ACTIVITY: Your task is to copy all of the entries exactly as they are given.

TASK INPUTS below:

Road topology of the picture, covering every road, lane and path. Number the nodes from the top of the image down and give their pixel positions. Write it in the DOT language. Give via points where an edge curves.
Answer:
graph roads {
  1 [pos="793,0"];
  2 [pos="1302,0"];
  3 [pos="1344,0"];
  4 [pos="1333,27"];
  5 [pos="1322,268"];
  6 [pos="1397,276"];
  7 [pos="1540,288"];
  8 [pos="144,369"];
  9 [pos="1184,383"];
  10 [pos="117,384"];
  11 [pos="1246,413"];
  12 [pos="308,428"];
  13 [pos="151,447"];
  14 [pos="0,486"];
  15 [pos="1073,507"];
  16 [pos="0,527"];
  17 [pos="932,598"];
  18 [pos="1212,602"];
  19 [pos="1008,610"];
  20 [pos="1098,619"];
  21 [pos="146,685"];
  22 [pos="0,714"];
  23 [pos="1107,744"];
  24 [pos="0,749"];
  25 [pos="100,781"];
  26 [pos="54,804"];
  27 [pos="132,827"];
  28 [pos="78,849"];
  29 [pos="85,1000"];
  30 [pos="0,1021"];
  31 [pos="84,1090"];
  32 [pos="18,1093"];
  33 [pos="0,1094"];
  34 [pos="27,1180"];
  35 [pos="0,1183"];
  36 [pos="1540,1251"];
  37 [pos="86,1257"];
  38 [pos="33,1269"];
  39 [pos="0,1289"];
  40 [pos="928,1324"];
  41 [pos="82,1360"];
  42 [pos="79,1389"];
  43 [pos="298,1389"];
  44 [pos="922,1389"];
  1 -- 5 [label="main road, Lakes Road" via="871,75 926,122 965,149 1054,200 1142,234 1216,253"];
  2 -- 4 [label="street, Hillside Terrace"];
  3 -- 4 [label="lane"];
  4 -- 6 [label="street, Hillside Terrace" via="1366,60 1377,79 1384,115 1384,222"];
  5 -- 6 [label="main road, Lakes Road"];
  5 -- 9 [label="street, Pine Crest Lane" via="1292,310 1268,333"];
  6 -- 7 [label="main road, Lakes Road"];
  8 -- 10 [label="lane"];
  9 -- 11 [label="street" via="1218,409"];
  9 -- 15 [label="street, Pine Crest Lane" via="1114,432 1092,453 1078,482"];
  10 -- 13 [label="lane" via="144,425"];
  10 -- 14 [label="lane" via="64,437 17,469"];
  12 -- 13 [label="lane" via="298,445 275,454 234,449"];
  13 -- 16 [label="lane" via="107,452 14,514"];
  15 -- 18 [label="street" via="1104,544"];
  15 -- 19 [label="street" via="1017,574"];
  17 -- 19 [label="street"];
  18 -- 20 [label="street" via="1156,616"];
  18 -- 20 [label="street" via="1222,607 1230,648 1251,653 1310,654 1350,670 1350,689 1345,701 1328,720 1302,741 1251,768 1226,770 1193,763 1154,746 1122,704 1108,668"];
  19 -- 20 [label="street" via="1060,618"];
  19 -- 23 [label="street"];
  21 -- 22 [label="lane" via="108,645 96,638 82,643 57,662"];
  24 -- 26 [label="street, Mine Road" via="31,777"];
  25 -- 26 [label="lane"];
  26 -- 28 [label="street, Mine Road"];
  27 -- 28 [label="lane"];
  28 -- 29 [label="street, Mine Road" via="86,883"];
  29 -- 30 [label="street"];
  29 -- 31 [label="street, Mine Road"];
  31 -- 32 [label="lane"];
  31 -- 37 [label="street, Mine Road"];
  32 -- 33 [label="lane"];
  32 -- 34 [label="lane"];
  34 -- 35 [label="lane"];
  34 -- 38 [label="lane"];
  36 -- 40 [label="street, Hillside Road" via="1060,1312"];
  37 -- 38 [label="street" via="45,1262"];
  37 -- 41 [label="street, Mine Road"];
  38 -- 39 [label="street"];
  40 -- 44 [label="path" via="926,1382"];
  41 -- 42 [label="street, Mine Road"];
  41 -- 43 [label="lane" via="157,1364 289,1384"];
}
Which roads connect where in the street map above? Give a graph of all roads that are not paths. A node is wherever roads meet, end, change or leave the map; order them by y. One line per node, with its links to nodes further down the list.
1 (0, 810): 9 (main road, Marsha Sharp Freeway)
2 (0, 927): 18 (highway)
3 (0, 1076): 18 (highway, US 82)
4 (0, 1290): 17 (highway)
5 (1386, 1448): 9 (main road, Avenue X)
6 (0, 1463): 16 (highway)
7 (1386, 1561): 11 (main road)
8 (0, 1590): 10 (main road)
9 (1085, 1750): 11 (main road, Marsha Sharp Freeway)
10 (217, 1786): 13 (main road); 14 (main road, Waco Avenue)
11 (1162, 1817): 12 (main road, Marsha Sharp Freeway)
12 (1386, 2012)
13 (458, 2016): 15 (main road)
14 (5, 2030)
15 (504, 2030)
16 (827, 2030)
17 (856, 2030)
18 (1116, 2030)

End of TASK INPUTS.

WRITTEN ANSWER:
Road topology of the picture, covering every road, lane and path. Number the nodes from the top of the image down and give their pixel positions. Write it in the DOT language. Give via points where an edge curves.
Answer:
graph roads {
  1 [pos="793,0"];
  2 [pos="1302,0"];
  3 [pos="1344,0"];
  4 [pos="1333,27"];
  5 [pos="1322,268"];
  6 [pos="1397,276"];
  7 [pos="1540,288"];
  8 [pos="144,369"];
  9 [pos="1184,383"];
  10 [pos="117,384"];
  11 [pos="1246,413"];
  12 [pos="308,428"];
  13 [pos="151,447"];
  14 [pos="0,486"];
  15 [pos="1073,507"];
  16 [pos="0,527"];
  17 [pos="932,598"];
  18 [pos="1212,602"];
  19 [pos="1008,610"];
  20 [pos="1098,619"];
  21 [pos="146,685"];
  22 [pos="0,714"];
  23 [pos="1107,744"];
  24 [pos="0,749"];
  25 [pos="100,781"];
  26 [pos="54,804"];
  27 [pos="132,827"];
  28 [pos="78,849"];
  29 [pos="85,1000"];
  30 [pos="0,1021"];
  31 [pos="84,1090"];
  32 [pos="18,1093"];
  33 [pos="0,1094"];
  34 [pos="27,1180"];
  35 [pos="0,1183"];
  36 [pos="1540,1251"];
  37 [pos="86,1257"];
  38 [pos="33,1269"];
  39 [pos="0,1289"];
  40 [pos="928,1324"];
  41 [pos="82,1360"];
  42 [pos="79,1389"];
  43 [pos="298,1389"];
  44 [pos="922,1389"];
  1 -- 5 [label="main road, Lakes Road" via="871,75 926,122 965,149 1054,200 1142,234 1216,253"];
  2 -- 4 [label="street, Hillside Terrace"];
  3 -- 4 [label="lane"];
  4 -- 6 [label="street, Hillside Terrace" via="1366,60 1377,79 1384,115 1384,222"];
  5 -- 6 [label="main road, Lakes Road"];
  5 -- 9 [label="street, Pine Crest Lane" via="1292,310 1268,333"];
  6 -- 7 [label="main road, Lakes Road"];
  8 -- 10 [label="lane"];
  9 -- 11 [label="street" via="1218,409"];
  9 -- 15 [label="street, Pine Crest Lane" via="1114,432 1092,453 1078,482"];
  10 -- 13 [label="lane" via="144,425"];
  10 -- 14 [label="lane" via="64,437 17,469"];
  12 -- 13 [label="lane" via="298,445 275,454 234,449"];
  13 -- 16 [label="lane" via="107,452 14,514"];
  15 -- 18 [label="street" via="1104,544"];
  15 -- 19 [label="street" via="1017,574"];
  17 -- 19 [label="street"];
  18 -- 20 [label="street" via="1156,616"];
  18 -- 20 [label="street" via="1222,607 1230,648 1251,653 1310,654 1350,670 1350,689 1345,701 1328,720 1302,741 1251,768 1226,770 1193,763 1154,746 1122,704 1108,668"];
  19 -- 20 [label="street" via="1060,618"];
  19 -- 23 [label="street"];
  21 -- 22 [label="lane" via="108,645 96,638 82,643 57,662"];
  24 -- 26 [label="street, Mine Road" via="31,777"];
  25 -- 26 [label="lane"];
  26 -- 28 [label="street, Mine Road"];
  27 -- 28 [label="lane"];
  28 -- 29 [label="street, Mine Road" via="86,883"];
  29 -- 30 [label="street"];
  29 -- 31 [label="street, Mine Road"];
  31 -- 32 [label="lane"];
  31 -- 37 [label="street, Mine Road"];
  32 -- 33 [label="lane"];
  32 -- 34 [label="lane"];
  34 -- 35 [label="lane"];
  34 -- 38 [label="lane"];
  36 -- 40 [label="street, Hillside Road" via="1060,1312"];
  37 -- 38 [label="street" via="45,1262"];
  37 -- 41 [label="street, Mine Road"];
  38 -- 39 [label="street"];
  40 -- 44 [label="path" via="926,1382"];
  41 -- 42 [label="street, Mine Road"];
  41 -- 43 [label="lane" via="157,1364 289,1384"];
}
Which roads connect where in the street map above? Give a graph of all roads that are not paths. A node is wherever roads meet, end, change or leave the map; order them by y. One line per node, with its links to nodes further down the list.
1 (0, 810): 9 (main road, Marsha Sharp Freeway)
2 (0, 927): 18 (highway)
3 (0, 1076): 18 (highway, US 82)
4 (0, 1290): 17 (highway)
5 (1386, 1448): 9 (main road, Avenue X)
6 (0, 1463): 16 (highway)
7 (1386, 1561): 11 (main road)
8 (0, 1590): 10 (main road)
9 (1085, 1750): 11 (main road, Marsha Sharp Freeway)
10 (217, 1786): 13 (main road); 14 (main road, Waco Avenue)
11 (1162, 1817): 12 (main road, Marsha Sharp Freeway)
12 (1386, 2012)
13 (458, 2016): 15 (main road)
14 (5, 2030)
15 (504, 2030)
16 (827, 2030)
17 (856, 2030)
18 (1116, 2030)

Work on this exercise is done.